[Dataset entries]
──────
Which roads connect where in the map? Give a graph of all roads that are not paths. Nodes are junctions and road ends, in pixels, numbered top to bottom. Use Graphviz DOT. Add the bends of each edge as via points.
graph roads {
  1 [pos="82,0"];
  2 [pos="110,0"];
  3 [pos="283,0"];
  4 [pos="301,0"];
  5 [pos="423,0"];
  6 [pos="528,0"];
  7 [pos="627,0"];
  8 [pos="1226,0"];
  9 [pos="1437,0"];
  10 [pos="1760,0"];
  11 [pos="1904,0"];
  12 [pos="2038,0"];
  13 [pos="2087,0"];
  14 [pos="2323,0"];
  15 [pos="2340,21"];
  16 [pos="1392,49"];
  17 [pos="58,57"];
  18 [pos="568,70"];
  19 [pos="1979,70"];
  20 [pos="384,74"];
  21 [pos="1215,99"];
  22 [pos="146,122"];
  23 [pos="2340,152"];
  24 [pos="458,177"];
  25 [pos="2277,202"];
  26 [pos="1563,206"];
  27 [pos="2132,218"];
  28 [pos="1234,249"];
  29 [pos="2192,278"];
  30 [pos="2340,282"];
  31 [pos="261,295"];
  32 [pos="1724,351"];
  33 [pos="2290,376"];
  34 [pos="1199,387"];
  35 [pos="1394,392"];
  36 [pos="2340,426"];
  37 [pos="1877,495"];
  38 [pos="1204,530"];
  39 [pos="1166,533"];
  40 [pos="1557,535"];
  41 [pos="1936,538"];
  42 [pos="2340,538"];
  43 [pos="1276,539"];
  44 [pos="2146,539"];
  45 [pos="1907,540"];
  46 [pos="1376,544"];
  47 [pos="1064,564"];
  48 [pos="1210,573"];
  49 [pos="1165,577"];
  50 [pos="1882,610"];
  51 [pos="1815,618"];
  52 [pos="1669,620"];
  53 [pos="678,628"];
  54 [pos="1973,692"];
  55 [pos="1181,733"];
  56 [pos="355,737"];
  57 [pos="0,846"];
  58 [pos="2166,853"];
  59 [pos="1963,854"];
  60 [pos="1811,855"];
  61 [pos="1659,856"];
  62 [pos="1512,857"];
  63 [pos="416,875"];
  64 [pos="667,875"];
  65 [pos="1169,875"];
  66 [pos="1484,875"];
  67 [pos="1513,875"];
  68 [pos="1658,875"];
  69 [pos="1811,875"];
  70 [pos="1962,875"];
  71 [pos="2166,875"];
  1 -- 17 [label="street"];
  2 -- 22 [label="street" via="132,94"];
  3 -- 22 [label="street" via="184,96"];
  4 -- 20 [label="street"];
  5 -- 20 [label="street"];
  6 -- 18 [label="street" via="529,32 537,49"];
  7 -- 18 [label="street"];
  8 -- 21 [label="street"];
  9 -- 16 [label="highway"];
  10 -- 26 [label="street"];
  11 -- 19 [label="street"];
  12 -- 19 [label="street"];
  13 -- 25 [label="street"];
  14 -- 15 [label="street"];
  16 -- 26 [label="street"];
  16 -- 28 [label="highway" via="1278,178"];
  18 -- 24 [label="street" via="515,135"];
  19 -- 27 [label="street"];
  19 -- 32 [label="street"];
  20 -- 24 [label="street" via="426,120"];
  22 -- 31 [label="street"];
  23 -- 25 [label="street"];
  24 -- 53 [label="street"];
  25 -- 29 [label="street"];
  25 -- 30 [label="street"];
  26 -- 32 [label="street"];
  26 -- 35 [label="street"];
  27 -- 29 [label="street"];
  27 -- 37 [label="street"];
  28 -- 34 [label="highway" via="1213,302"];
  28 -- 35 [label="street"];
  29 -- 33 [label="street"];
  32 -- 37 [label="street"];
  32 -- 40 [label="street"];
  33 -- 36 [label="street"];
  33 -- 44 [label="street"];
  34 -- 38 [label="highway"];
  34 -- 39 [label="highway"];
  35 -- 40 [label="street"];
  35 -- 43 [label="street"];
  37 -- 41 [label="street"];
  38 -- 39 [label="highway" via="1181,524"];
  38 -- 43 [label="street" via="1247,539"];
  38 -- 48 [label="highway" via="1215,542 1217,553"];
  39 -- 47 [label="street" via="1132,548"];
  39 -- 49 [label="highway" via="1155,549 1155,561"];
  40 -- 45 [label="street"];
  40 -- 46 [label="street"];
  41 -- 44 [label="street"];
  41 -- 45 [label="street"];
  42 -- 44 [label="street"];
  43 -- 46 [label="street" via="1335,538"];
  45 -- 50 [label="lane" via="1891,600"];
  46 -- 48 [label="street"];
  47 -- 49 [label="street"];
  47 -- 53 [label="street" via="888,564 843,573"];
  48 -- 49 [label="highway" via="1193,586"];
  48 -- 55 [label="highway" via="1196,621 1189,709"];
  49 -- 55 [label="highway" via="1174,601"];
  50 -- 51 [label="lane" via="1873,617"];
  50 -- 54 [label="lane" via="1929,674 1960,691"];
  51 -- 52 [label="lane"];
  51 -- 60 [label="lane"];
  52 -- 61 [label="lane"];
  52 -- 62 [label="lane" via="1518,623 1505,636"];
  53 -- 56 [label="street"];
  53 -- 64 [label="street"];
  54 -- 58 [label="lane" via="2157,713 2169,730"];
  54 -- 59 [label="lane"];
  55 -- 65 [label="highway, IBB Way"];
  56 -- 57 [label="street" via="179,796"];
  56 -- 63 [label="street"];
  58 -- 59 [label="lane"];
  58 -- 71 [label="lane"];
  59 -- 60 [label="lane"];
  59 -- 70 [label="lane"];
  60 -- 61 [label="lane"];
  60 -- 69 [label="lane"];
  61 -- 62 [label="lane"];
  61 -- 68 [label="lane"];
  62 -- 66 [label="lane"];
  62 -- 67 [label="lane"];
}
──────
> _Task prompt_
Show all lines from the data above in which the word "highway" appears.

> _Answer space_
  9 -- 16 [label="highway"];
  16 -- 28 [label="highway" via="1278,178"];
  28 -- 34 [label="highway" via="1213,302"];
  34 -- 38 [label="highway"];
  34 -- 39 [label="highway"];
  38 -- 39 [label="highway" via="1181,524"];
  38 -- 48 [label="highway" via="1215,542 1217,553"];
  39 -- 49 [label="highway" via="1155,549 1155,561"];
  48 -- 49 [label="highway" via="1193,586"];
  48 -- 55 [label="highway" via="1196,621 1189,709"];
  49 -- 55 [label="highway" via="1174,601"];
  55 -- 65 [label="highway, IBB Way"];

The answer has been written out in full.